Bugün öğleden sonra epeydir üzerinde çalıştığım bir problemin çoğunu hallettim de birazcık rahatladım. Nobel ödüllü bir iktisatçı var. Matematikçi mi, bilmiyorum. Bakacaktım unuttum, şimdi aklıma geldi. Ona bir çalışmamı gönderdim, “Fikrinizi almak istiyorum” diye. İki gün oldu cevap gelmedi. Halbuki Amerikalılar hemen cevap verirlerdi.
Sait Faik’i az da olsa anlamaya başladım sanırım. “Yazmasam delirecektim” demiş.
Akşam 20:30 gibi fakülteden çıkıp Tunalı Hilmi Caddesi’nde Toprak Işık’la buluşmak üzere taksiye binip gittim, Toprağın adını söylediği yere. Bir arkadaşı daha vardı. Şimdi adını unuttum. Patika dergisinde editörken karikatürlerini basmışız dergide, hatırlayamadım. Açım, hemen yemek istedim. Tavsiye üzerine hamburger yedim. Pek de iyi değildi. Dün Tandoğan’da 21 TL’ye tavuk menü yemiştim. Bir hamburger 35 liraydı. Sağolsun Toprak hiç hesap ödetmiyor. Sabah 6’da kalkacağım, dedi, seni arabayla fakülteye ya da evine bırakayım. Yok ben buradan biraz yürürüm, gel sana bari Mado’dan dondurma ısmarlayayım, dedim. Alacağım olsun, dedi, gitti.

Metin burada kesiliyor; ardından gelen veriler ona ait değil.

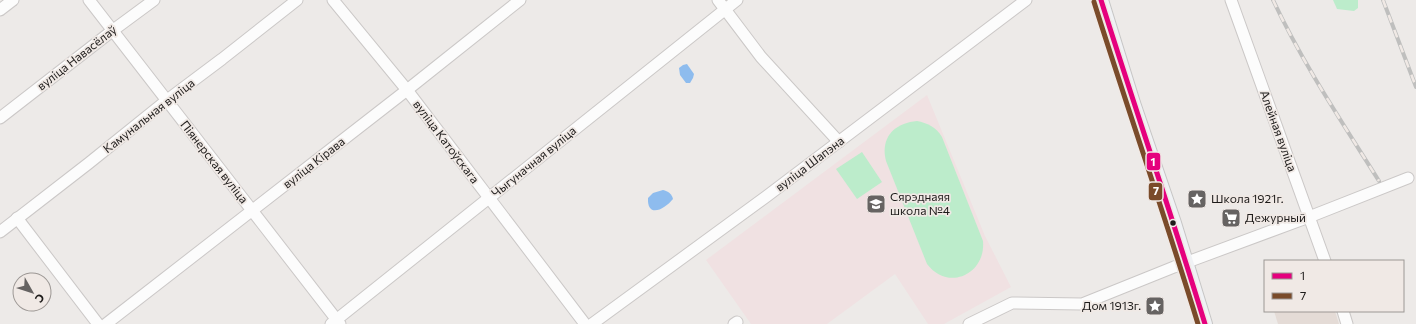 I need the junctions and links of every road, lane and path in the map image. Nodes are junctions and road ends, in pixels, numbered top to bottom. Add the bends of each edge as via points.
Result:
1 (13, 0) edge
2 (89, 0) edge
3 (154, 0) edge
4 (297, 0) edge
5 (332, 0) edge
6 (520, 0) edge
7 (718, 0) edge
8 (737, 0) edge
9 (1026, 0) edge
10 (1100, 0) edge
11 (1231, 0) edge
12 (725, 9) junction
13 (0, 10) edge
14 (112, 31) junction
15 (407, 90) junction
16 (166, 101) junction
17 (0, 118) edge
18 (839, 142) junction
19 (1408, 178) dead end
20 (489, 198) junction
21 (253, 210) junction
22 (1309, 217) junction
23 (17, 218) junction
24 (0, 232) edge
25 (1325, 260) edge
26 (1186, 262) junction
27 (1343, 312) edge
28 (336, 323) edge
29 (98, 324) edge
30 (106, 324) edge
31 (585, 324) edge
32 (592, 324) edge
33 (969, 324) edge
34 (1206, 324) edge
35 (1348, 324) edge

1 - 13 street
2 - 14 street, Піянерская вуліца
3 - 14 street, вуліца Навасёлаў
4 - 16 street, Камунальная вуліца
5 - 15 street, вуліца Катоўскага
6 - 15 street, вуліца Кірава
7 - 12 street
8 - 12 street, Чыгуначная вуліца
9 - 18 street, вуліца Шапэна
10 - 26 main road
11 - 22 street, Алейная вуліца
12 - 18 street via 761,57
12 - 20 street, Чыгуначная вуліца
14 - 16 street, Піянерская вуліца
14 - 17 street, вуліца Навасёлаў
15 - 20 street, вуліца Катоўскага
15 - 21 street, вуліца Кірава
16 - 21 street, Піянерская вуліца
16 - 23 street, Камунальная вуліца
18 - 32 street, вуліца Шапэна
19 - 22 street
20 - 28 street, Чыгуначная вуліца
20 - 31 street, вуліца Катоўскага
21 - 28 street, Піянерская вуліца
21 - 30 street, вуліца Кірава
22 - 25 street, Алейная вуліца
22 - 26 street
23 - 24 street, Камунальная вуліца
23 - 29 street
26 - 33 street via 1082,304 1012,303
26 - 34 main road
27 - 35 street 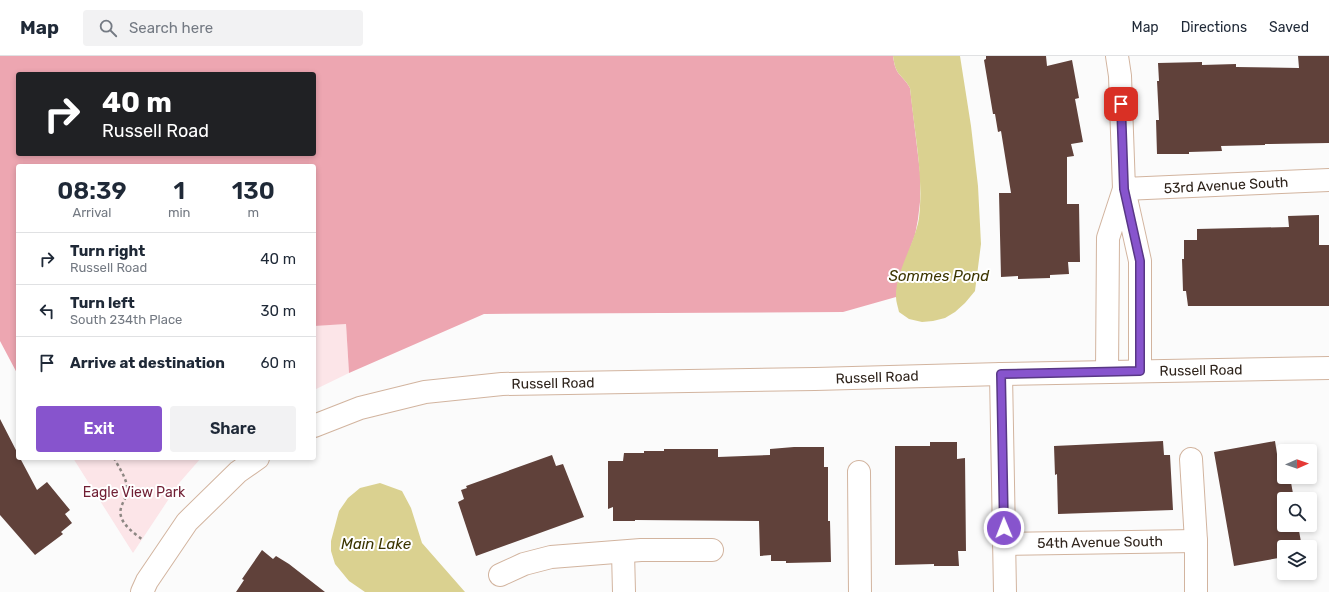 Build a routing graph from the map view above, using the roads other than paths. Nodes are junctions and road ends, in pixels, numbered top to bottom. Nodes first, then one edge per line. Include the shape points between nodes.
1 (1117, 56) edge
2 (1329, 180) edge
3 (1124, 189) junction
4 (1329, 368) edge
5 (1140, 371) junction
6 (1107, 372) junction
7 (1001, 374) junction
8 (316, 425) edge
9 (1191, 459) dead end
10 (255, 460) edge
11 (859, 472) dead end
12 (1196, 541) junction
13 (1004, 544) junction
14 (712, 550) dead end
15 (623, 552) junction
16 (500, 575) dead end
17 (142, 592) edge
18 (624, 592) edge
19 (860, 592) edge
20 (1005, 592) edge
21 (1196, 592) edge

1 - 3 street
2 - 3 street, 53rd Avenue South
3 - 5 street via 1140,261
3 - 6 street via 1108,238
4 - 5 street, Russell Road
5 - 6 street, Russell Road
6 - 7 street, Russell Road
7 - 8 street, Russell Road via 502,384 425,392 360,408
7 - 13 street
9 - 12 street
10 - 17 street via 238,472 187,522
11 - 19 street
12 - 13 street, 54th Avenue South
12 - 21 street
13 - 20 street
14 - 15 street
15 - 16 street via 551,557 524,564
15 - 18 street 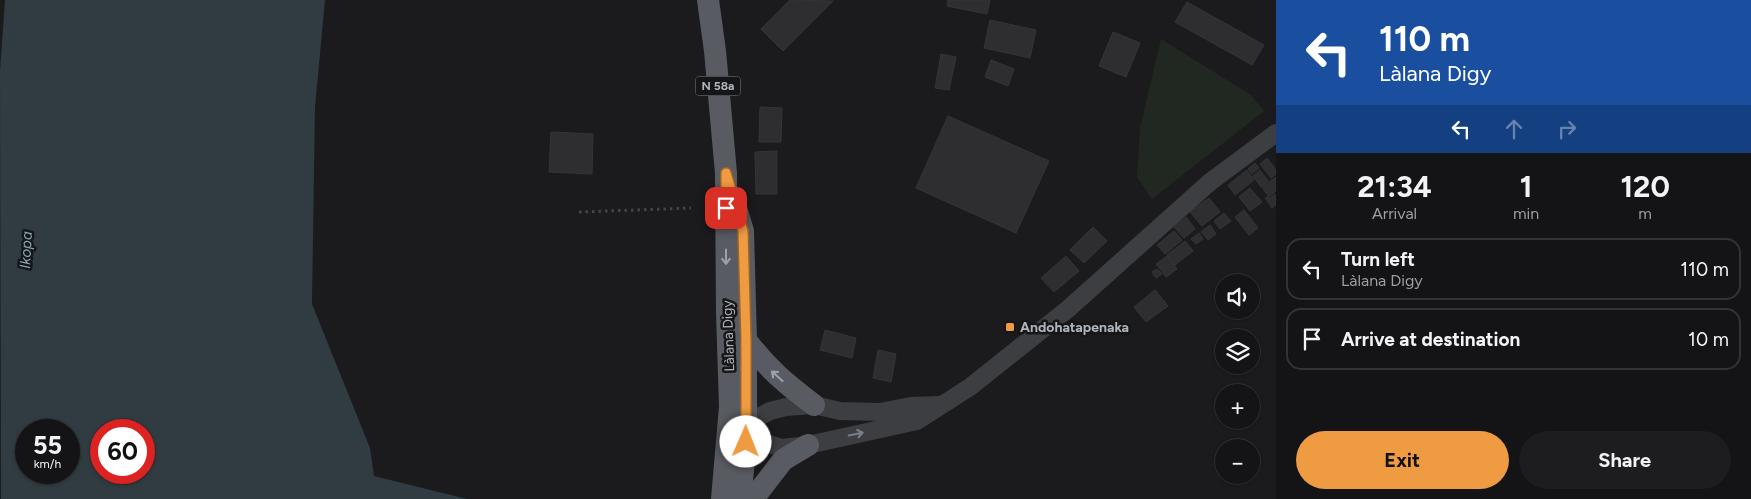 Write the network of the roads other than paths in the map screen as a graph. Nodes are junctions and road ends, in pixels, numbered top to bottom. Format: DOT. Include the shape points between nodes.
graph roads {
  1 [pos="708,0"];
  2 [pos="1276,133"];
  3 [pos="726,173"];
  4 [pos="746,340"];
  5 [pos="814,405"];
  6 [pos="939,406"];
  7 [pos="730,407"];
  8 [pos="746,424"];
  9 [pos="728,441"];
  10 [pos="808,445"];
  11 [pos="722,499"];
  12 [pos="740,499"];
  13 [pos="752,499"];
  1 -- 3 [label="main road, Làlana Digy / N 58a"];
  2 -- 6 [label="street" via="1210,182 1068,309 970,387"];
  3 -- 4 [label="main road, Làlana Digy / N 58a" via="743,231"];
  3 -- 7 [label="main road, Làlana Digy / N 58a, one-way"];
  5 -- 4 [label="main road, one-way" via="775,375"];
  4 -- 8 [label="main road, Làlana Digy / N 58a"];
  5 -- 6 [label="street" via="840,411 880,412 911,406"];
  5 -- 8 [label="street" via="770,411"];
  10 -- 6 [label="street, one-way" via="917,421"];
  7 -- 8 [label="street"];
  7 -- 9 [label="main road, Làlana Digy / N 58a"];
  8 -- 9 [label="street"];
  8 -- 10 [label="street" via="763,442 782,448"];
  8 -- 12 [label="main road, Làlana Digy / N 58a"];
  9 -- 11 [label="main road, Làlana Digy / N 58a"];
  10 -- 13 [label="main road" via="783,460"];
} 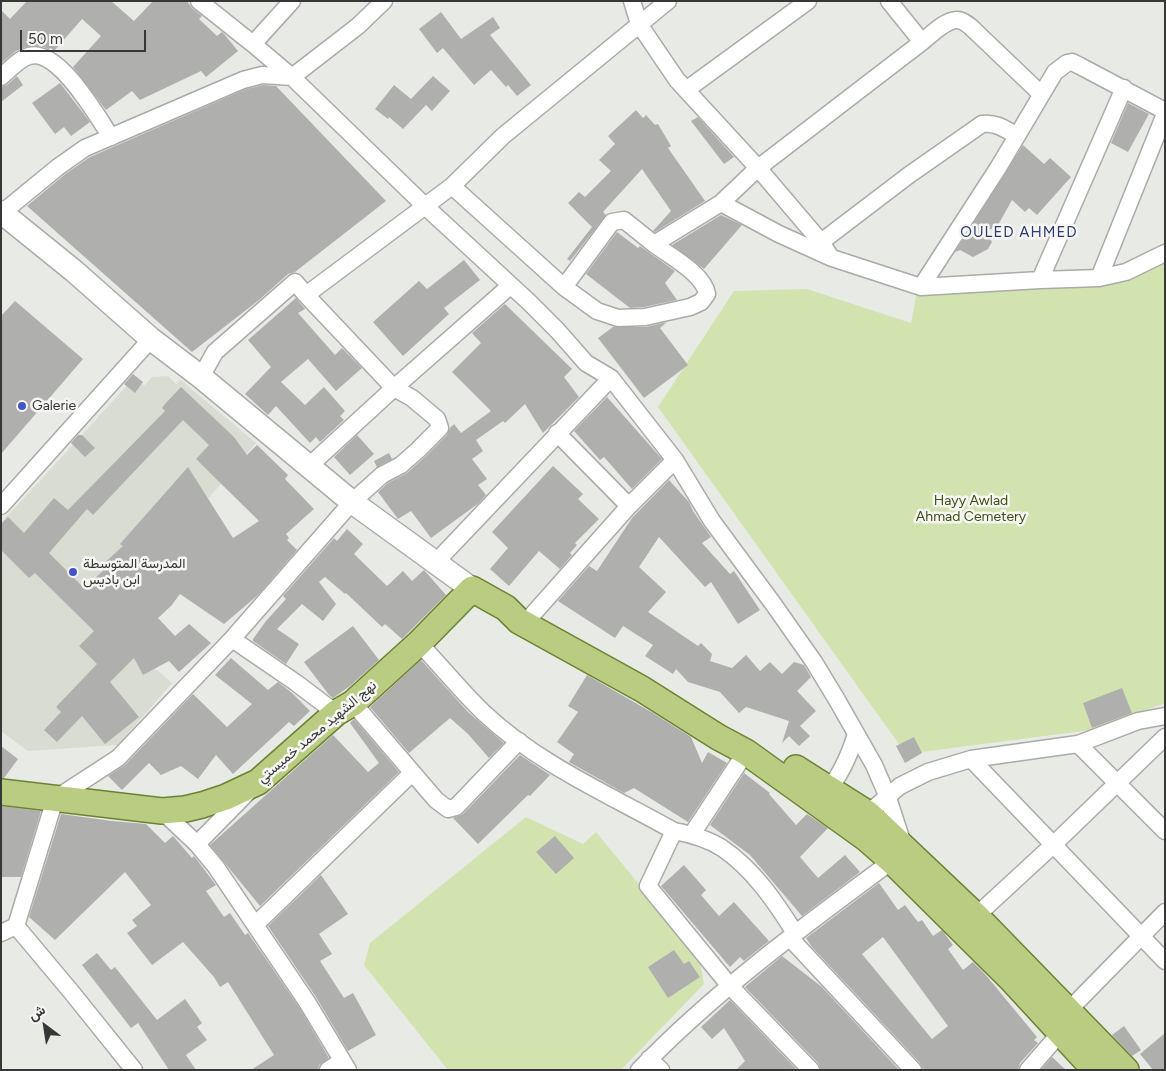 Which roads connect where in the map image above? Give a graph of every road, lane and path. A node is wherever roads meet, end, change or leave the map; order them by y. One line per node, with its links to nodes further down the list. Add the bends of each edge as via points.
1 (199, 1): 10 (street)
2 (292, 1): 10 (street)
3 (384, 1): 12 (street, via 358,26)
4 (632, 1): 8 (street)
5 (668, 1): 8 (street)
6 (808, 1): 14 (street)
7 (889, 1): 9 (street)
8 (639, 24): 14 (street); 20 (street, via 503,136)
9 (922, 42): 15 (street, via 945,25 957,20 964,22); 19 (street)
10 (253, 44): 12 (street)
11 (1, 77): 17 (street, via 30,56 51,60 66,72)
12 (292, 77): 17 (street, via 262,75 243,80); 22 (street)
13 (1124, 88): 15 (street, via 1072,62 1055,72); 16 (street); 29 (street)
14 (686, 90): 19 (street)
15 (1041, 94): 18 (street)
16 (1165, 112): 28 (street)
17 (111, 136): 23 (street, via 68,159)
18 (1017, 136): 24 (street, via 997,124 982,124); 32 (street)
19 (758, 168): 21 (street); 24 (street)
20 (452, 186): 22 (street); 31 (street)
21 (721, 202): 25 (street); 27 (street)
22 (425, 206): 30 (street); 33 (street)
23 (2, 213): 34 (main road)
24 (821, 242): 27 (street)
25 (654, 244): 31 (street, via 624,220 612,222); 31 (street, via 701,279 707,294 701,302 645,317 618,318 598,311)
26 (1165, 253): 28 (street, via 1126,272)
27 (832, 258): 32 (street)
28 (1099, 278): 29 (street)
29 (1040, 280): 32 (street)
30 (510, 286): 36 (street, via 557,330 586,363); 37 (street)
31 (564, 287)
32 (922, 287)
33 (306, 295): 35 (street, via 295,282 215,352); 37 (street)
34 (151, 339): 35 (main road); 42 (street)
35 (201, 377): 40 (main road)
36 (611, 378): 38 (street); 39 (street)
37 (394, 388): 40 (street); 41 (street, via 437,419 440,428 401,465 382,475)
38 (557, 433): 43 (street); 44 (street)
39 (675, 460): 43 (street); 52 (street, via 712,521 814,662)
40 (308, 467): 41 (main road)
41 (352, 502): 44 (main road); 48 (street)
42 (1, 506)
43 (629, 506): 47 (street)
44 (435, 562): 45 (main road)
45 (472, 589): 46 (main road); 49 (main road, نهج الشهيد محمد خميستي)
46 (506, 608): 47 (main road); 56 (main road, via 520,621)
47 (533, 614): 63 (main road, via 659,682)
48 (232, 639): 50 (street, via 294,682); 64 (street, via 118,758)
49 (419, 643): 50 (main road, نهج الشهيد محمد خميستي); 54 (street, via 484,713)
50 (344, 708): 58 (street); 59 (main road, نهج الشهيد محمد خميستي)
51 (1165, 716): 55 (street, via 1138,721)
52 (856, 734): 62 (street); 63 (street, via 850,756)
53 (1165, 737): 60 (street)
54 (518, 741): 58 (street, via 452,809 436,800); 67 (street, via 552,764)
55 (1078, 744): 57 (street); 60 (street)
56 (746, 752): 63 (main road); 69 (street)
57 (971, 759): 62 (street, via 928,772); 71 (street)
58 (412, 773): 75 (street)
59 (258, 782): 65 (main road, نهج الشهيد محمد خميستي, via 202,805); 70 (street)
60 (1117, 784): 68 (street); 71 (street)
61 (1, 792): 64 (main road, نهج الشهيد محمد خميستي)
62 (887, 795): 66 (street); 72 (street)
63 (823, 796): 66 (main road)
64 (55, 799): 65 (main road, نهج الشهيد محمد خميستي); 76 (street)
65 (162, 811): 70 (street)
66 (859, 820): 72 (main road)
67 (674, 831): 69 (street); 80 (street, via 648,886)
68 (1165, 831)
69 (692, 834): 77 (street, via 721,848 746,869 775,901)
70 (197, 844): 75 (street)
71 (1052, 845): 74 (street); 78 (street)
72 (898, 854): 74 (main road); 77 (street); 81 (main road, via 1012,979)
73 (1165, 912): 78 (street)
74 (976, 916): 81 (main road)
75 (255, 926): 83 (street, via 307,1002)
76 (8, 929): 84 (street, via 73,994)
77 (792, 936): 80 (street); 86 (street)
78 (1140, 937): 79 (street); 81 (street)
79 (1165, 961)
80 (729, 985): 82 (street, via 676,1032); 85 (street)
81 (1065, 1021): 87 (street); 88 (main road); 89 (main road)
82 (650, 1066)
83 (340, 1067)
84 (134, 1070)
85 (811, 1070)
86 (913, 1070)
87 (1028, 1070)
88 (1095, 1070)
89 (1126, 1070)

Eşim de bugün kardeşine gitmiş. Biraz yürür, taksiye atlar fakülteye gider, yarım kalan işlerimle uğraşır, ordan da eve giderim dedim kendi kendime. Araba fakültede. Yoksa nasıl gideceğim. Tamer’i aradım, Esat tarafında oturuyor, “Bazen Kuğulu park’a gidiyorum,” demişti. “Buralardaysan görüşelim” diye aradım, “Yokum” dedi. Ben de dondurma almak için mado’ya geldim. “Küçük kağıt kablara bir fıstıklı bir de çikolatalı iki top dondurma koyun,” dedim garsona. Elimde yiyerek yürüyüp Kızılay’a, oradan da taksiye binip fakülteye gideceğim. Garson yanlış anlamış, normal cam kaseye koymuş, ben ayaktayım, “sen otur abi,” dedi, bir de servis açtı, oturdum artık. Dondurmayı başka yerde yemem, sadece fıstıklı ve çikolatalı yerim, pahalı ama olsun, değiyor. Zaten çok nadir yiyorum.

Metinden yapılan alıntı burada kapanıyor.